Borg & Beck
- Type: Private
- Industry: Automotive industry
- Founded: 1903; 123 years ago in Moline, Illinois, in the United States
- Founder: Charles Borg and Marshall Beck
- Headquarters: Banbury, Oxfordshire, United Kingdom
- Area served: worldwide
- Products: clutch, braking, steering, suspension, filters, cables, wheel bearings, cooling, turbo hoses
- Parent: First Line Ltd
- Divisions: Automotive Aftermarket

= Borg & Beck =

British automotive supplier

Borg & Beck is a British car parts company owned by First Line Ltd.

It was started as a tool company in Moline, Illinois, in the United States, by Charles Borg and Marshall Beck. In 1909 they invented the first practical sliding clutch.

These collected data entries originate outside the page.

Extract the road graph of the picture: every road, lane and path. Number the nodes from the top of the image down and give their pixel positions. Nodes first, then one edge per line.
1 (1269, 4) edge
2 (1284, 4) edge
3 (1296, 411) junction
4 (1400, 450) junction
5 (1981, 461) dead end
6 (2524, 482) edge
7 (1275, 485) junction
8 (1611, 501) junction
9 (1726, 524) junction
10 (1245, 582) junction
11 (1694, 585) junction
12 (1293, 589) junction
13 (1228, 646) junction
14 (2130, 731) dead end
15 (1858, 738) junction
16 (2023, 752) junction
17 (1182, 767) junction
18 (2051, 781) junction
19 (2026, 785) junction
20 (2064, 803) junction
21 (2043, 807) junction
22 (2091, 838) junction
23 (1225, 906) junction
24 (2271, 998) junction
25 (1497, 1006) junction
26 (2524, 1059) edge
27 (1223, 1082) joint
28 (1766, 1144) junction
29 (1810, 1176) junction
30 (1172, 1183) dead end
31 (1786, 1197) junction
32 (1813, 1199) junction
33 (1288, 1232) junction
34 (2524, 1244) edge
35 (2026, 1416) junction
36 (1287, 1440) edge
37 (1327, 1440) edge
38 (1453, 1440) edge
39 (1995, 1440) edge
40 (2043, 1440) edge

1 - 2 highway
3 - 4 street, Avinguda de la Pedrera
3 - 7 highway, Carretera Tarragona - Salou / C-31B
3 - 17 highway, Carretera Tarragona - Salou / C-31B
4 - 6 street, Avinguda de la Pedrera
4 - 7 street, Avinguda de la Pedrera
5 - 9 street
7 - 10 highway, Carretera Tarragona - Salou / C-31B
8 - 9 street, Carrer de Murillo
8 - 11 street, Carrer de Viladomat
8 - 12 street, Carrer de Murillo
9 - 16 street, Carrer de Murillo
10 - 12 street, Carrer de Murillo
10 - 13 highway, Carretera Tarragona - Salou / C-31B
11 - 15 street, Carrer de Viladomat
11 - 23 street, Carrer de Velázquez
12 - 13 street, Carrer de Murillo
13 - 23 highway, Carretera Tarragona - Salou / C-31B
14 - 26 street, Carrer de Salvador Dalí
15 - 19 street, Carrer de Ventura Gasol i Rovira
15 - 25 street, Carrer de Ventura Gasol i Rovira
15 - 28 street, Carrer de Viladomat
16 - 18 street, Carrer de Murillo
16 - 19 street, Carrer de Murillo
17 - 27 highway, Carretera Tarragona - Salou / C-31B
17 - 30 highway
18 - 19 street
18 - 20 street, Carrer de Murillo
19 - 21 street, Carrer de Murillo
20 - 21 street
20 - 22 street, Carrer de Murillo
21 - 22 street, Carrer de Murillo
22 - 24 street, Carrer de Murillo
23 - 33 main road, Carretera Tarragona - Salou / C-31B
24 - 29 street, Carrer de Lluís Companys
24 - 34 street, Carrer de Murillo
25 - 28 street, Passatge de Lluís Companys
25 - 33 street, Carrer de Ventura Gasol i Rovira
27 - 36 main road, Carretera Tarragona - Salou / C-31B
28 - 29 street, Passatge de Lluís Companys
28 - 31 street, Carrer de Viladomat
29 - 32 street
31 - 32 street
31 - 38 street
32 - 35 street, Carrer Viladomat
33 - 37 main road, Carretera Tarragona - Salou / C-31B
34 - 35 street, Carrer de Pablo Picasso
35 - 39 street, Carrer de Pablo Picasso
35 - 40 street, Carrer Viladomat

It merged with other companies in 1928 to become BorgWarner. In 1931, the Borg & Beck Company Limited was set up by Automotive Products in the UK to manufacture clutches under American patents from Borg & Beck in the USA. This allowed the company to sell British made Borg & Beck clutches in Great Britain, British Overseas Territories and the British Empire (except Canada).

The company was particularly successful in the UK, where, during the 1970s, over 85% of British-made vehicles had a Borg & Beck clutch fitted as OE. The Borg & Beck brand was purchased in 2006 by First Line Ltd. who supply over 40,000 products across 60 different product groups to the Automotive Aftermarket globally.